For the sake of brevity, the architecture and standard operations of operating system 306B, memory 306, database 306A, and processor 310 are not discussed in detail. In an embodiment, the database 306A may be configured to store the information as required by the one or more modules 308 and processor 310 to perform one or more functions to predict the set of probable classes for the test data.
In various embodiments, the memory 306 may communicate via a bus within the system 220. The memory 306 may include, but is not limited to, a non-transitory computer-readable storage media, such as various types of volatile and non-volatile storage media including, but not limited to, random access memory, read-only memory, programmable read-only memory, electrically programmable read-only memory, electrically erasable read-only memory, flash memory, magnetic tape or disk, optical media and the like. In an example, the memory 306 may include a cache or random-access memory for the processor. In alternative examples, the memory 306 is separate from the processor, such as a cache memory of a processor, the system memory, or other memory.
Further, the present disclosure contemplates a computer-readable medium that includes instructions or receives and executes instructions responsive to a propagated signal, so that a device connected to a network may communicate voice, video, audio, images, or any other data over a network. Further, the instructions may be transmitted or received over the network via a communication port or interface or using a bus (not shown). The communication port or interface may be a part of the processor 310 or maybe a separate component. The communication port may be created in software or maybe a physical connection in hardware. The communication port may be configured to connect with a network, external media, the display, or any other components in a system, or combinations thereof. The connection with the network may be a physical connection, such as a wired Ethernet connection, or may be established wirelessly. Likewise, the additional connections with other components of the system 220 may be physical or may be established wirelessly. The network may alternatively be directly connected to the bus.
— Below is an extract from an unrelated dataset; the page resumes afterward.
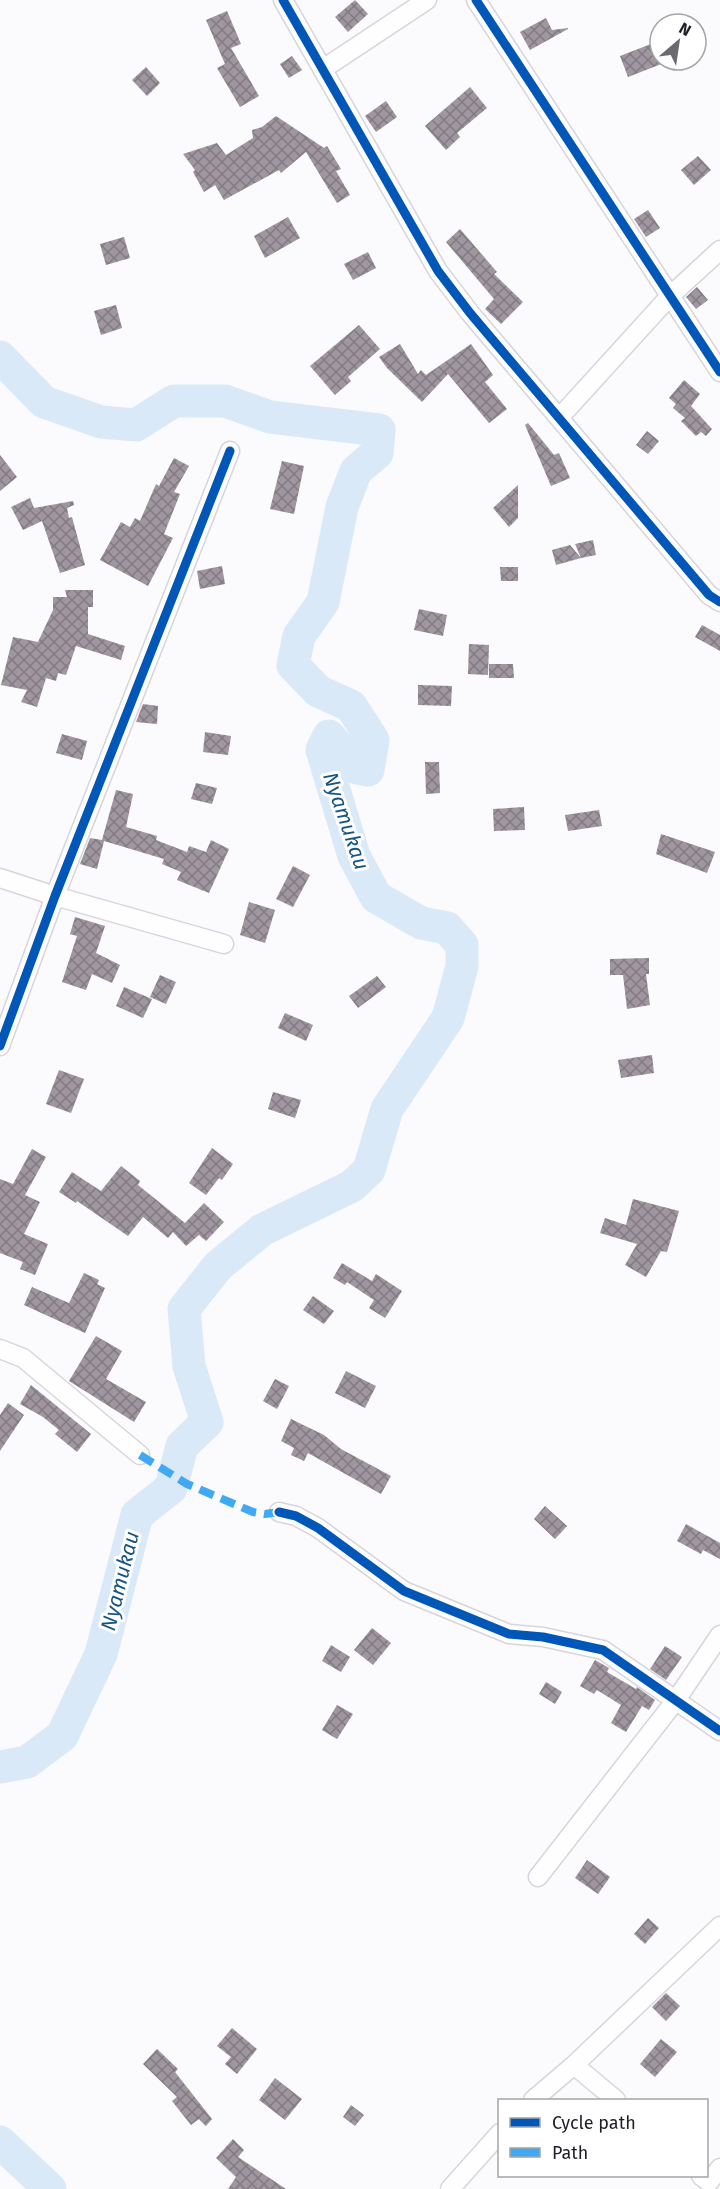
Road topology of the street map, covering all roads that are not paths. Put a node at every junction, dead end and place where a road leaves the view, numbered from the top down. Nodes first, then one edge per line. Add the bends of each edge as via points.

In an embodiment, the processor 310 may include specialized processing units such as integrated system (bus) controllers, memory management control units, floating point units, graphics processing units, digital signal processing units, etc. In an embodiment, the processor 310 may include a Central Processing Unit (CPU), a Graphics Processing Unit (GPU), or both. The processor 310 may be one or more general processors, digital signal processors, application-specific integrated circuits, field-programmable gate arrays, servers, networks, digital circuits, analog circuits, combinations thereof, or other now-known or later developed devices for analyzing and processing data. In various embodiments, the processor 310 may include one or a plurality of processors. The one or the plurality of processors may be a general-purpose processor, such as a central processing unit (CPU), an application processor (AP), or the like, a graphics-only processing unit such as a graphics processing unit (GPU), a visual processing unit (VPU), and/or an AI-dedicated processor such as a neural processing unit (NPU). The processor 310 may implement a software program, such as code generated manually (e.g., programmed). In other words, the processor 310 may include various processing circuitry and/or multiple processors. For example, as used herein, including the claims, the term “processor” may include various processing circuitry, including at least one processor, wherein one or more of at least one processor, individually and/or collectively in a distributed manner, may be configured to perform various functions described herein. As used herein, when “a processor”, “at least one processor”, and “one or more processors” are described as being configured to perform numerous functions, these terms cover situations, for example and without limitation, in which one processor performs some of recited functions and another processor(s) performs other of recited functions, and also situations in which a single processor may perform all recited functions. Additionally, the at least one processor may include a combination of processors performing various of the recited/disclosed functions, e.g., in a distributed manner. At least one processor may execute program instructions to achieve or perform various functions.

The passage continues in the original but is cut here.